S. MAG.: What was your strangest experience at a book signing?

PJ: I’ve had a stalker for ten years in the UK. I do events in the UK at least once a fortnight around the year. This lady used to turn up at every signing and by the same book, over and over—she clearly helped me keep in the bestseller lists! The problem is you get “face blind” in signings. One time, she had changed her hairstyle and I did not recognize her and asked what name she would like in the book. “MINE!” she screamed at me, and then stormed off. Later she sent me a ten-thousand word e-mail, berating me, saying she could not believe she had been my number-one fan for nearly a decade and I couldn’t remember her name! It was a chilling moment. Then I did not hear from her for two years and I thought, “Phew, she’s gone!” No luck. When “Not Dead Yet” came out last summer, I was doing a signing down in Bristol and a copy of the hardcover slammed down in front of me. I looked up, and there she was. “I’ve decided to forgive you,” she said.

S. MAG.: Finish this sentence: If I wasn’t a writer I would be doing _________?

PJ: A lot more motor racing, which is my passion. I drive in around seven races a year, but could happily race every weekend. But equally, knowing what I have learned over the past thirty years of regularly being out with the police, I would very seriously think about joining the police force.

S. MAG.: Do you see a big difference in American readers vs. British readers?

PJ: No, I don’t at all, but what I do see is a big difference between British and American crime writers. Many British crime writers tend to write “puzzle” novels very much in the tradition of the likes of Agatha Christie, with a body in the early pages of the book, and the rest of the story being the puzzle about solving it. Slow-moving and intense. Whereas the top American authors write much more adrenaline-fueled stories, where you are totally gripped—closer to thrillers than to crime novels. I’ve always been a huge fan of the American crime/thriller writers, and that is very much my style of writing.

S. MAG.: What can we expect to see from Peter James in the future?

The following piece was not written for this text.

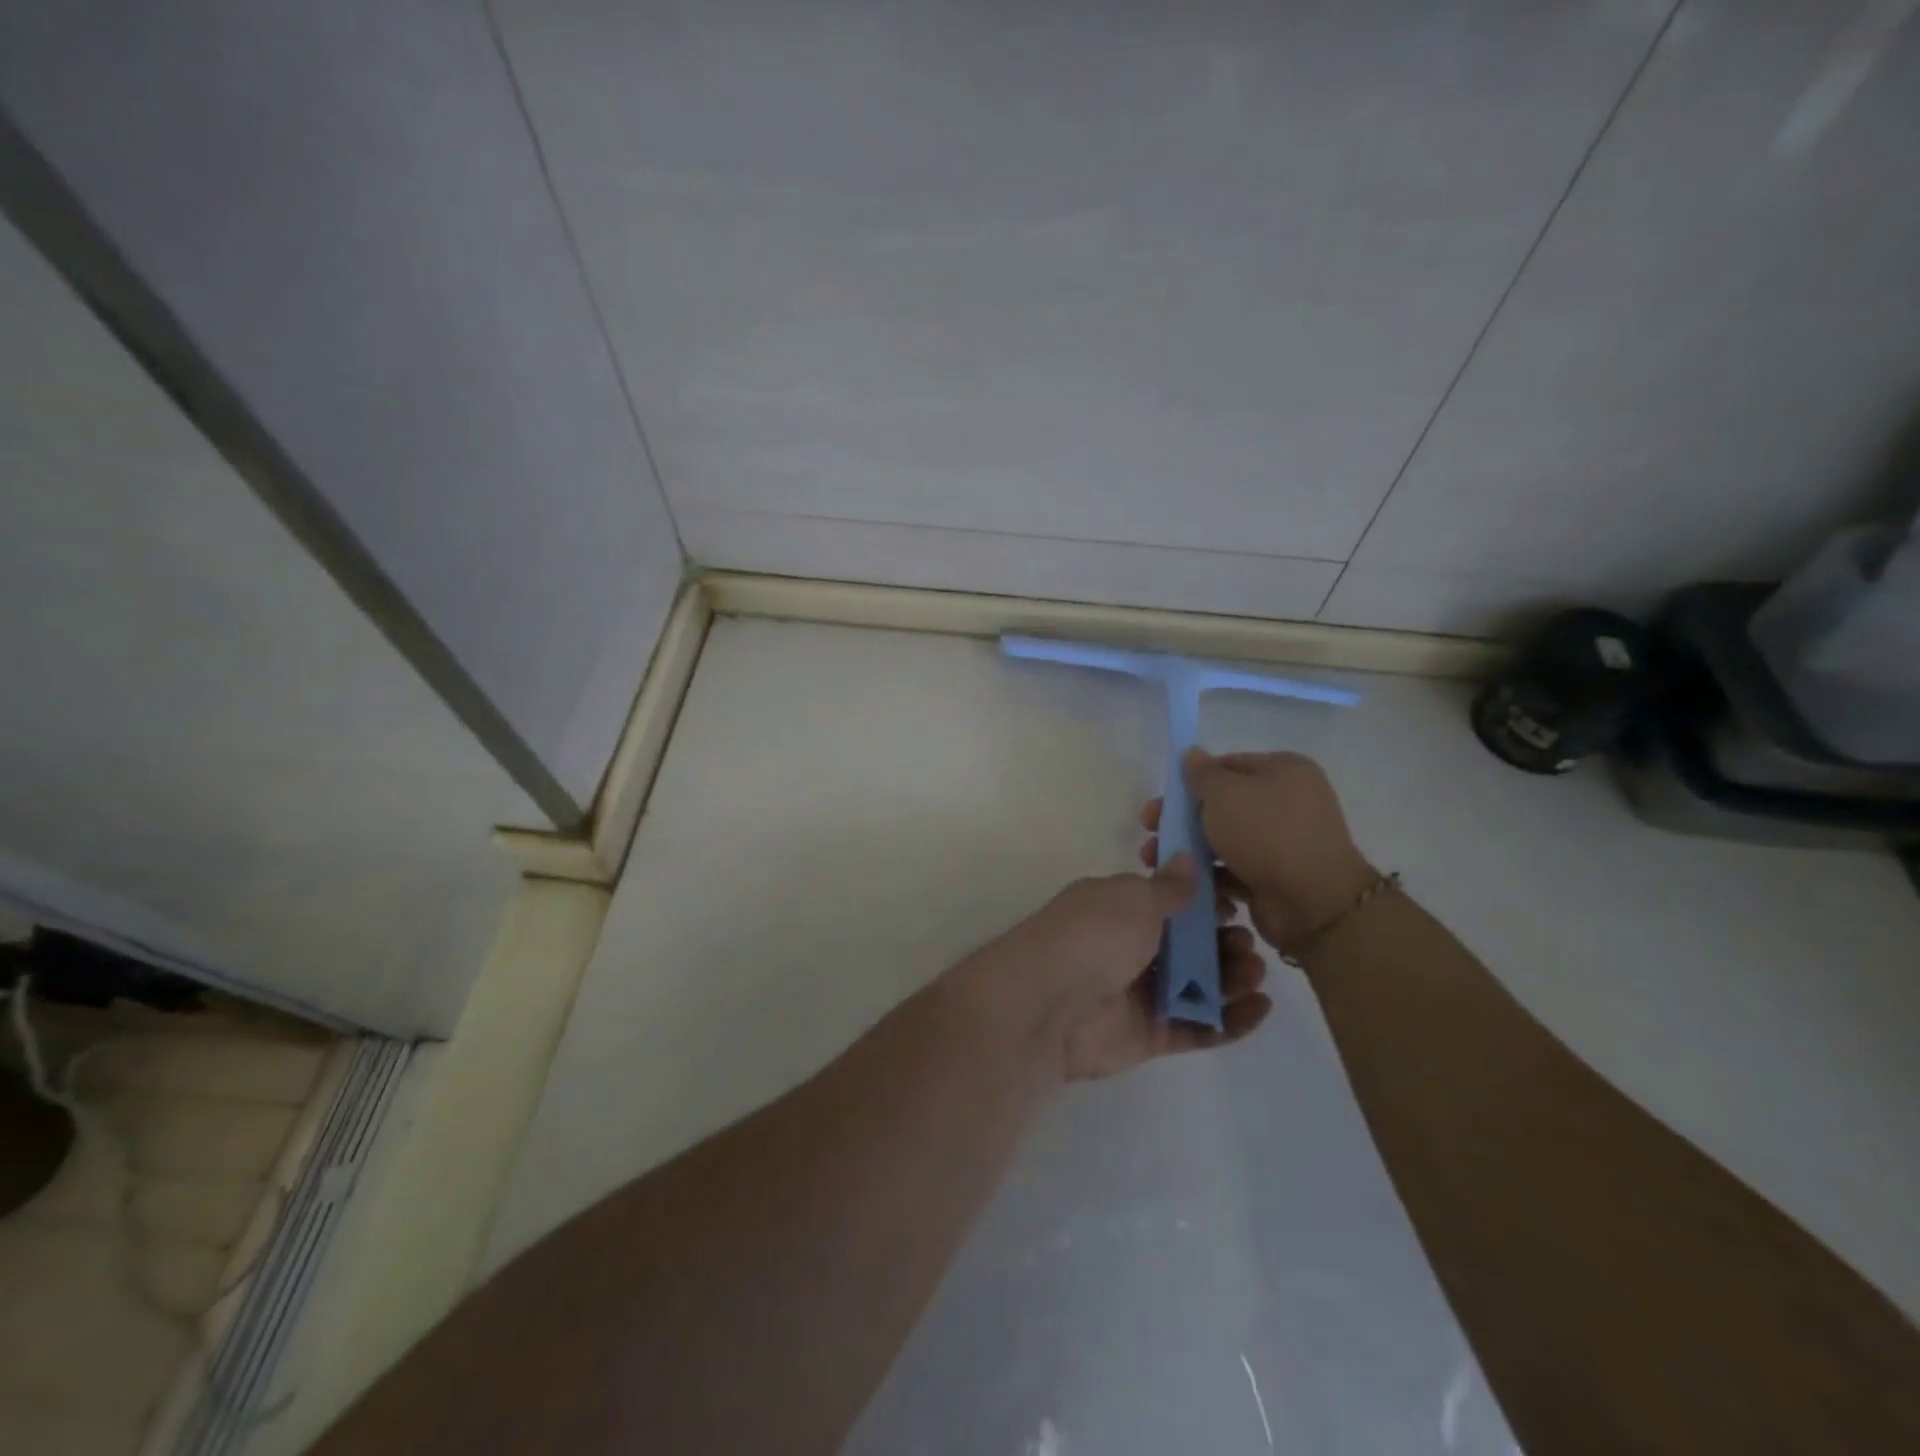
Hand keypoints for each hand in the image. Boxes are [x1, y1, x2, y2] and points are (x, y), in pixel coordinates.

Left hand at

PJ: I’m currently working on the ninth Roy Grace novel, which will have more of a U.S. setting than any previous ones. It begins in Brooklyn in 1922 with the murder of a lieutenant in the infamous Irish White Hand Gang. The story then picks up in Brighton, England in 2012, and then later moves back to New York where the climax happens. And beyond that I’m already planning Roy Grace ten and eleven. Separately, last year I had my first standalone in a decade, “Perfect People,” published in the UK. It’s a thriller about “designer babies” and I hope this will be coming to the U.S. soon.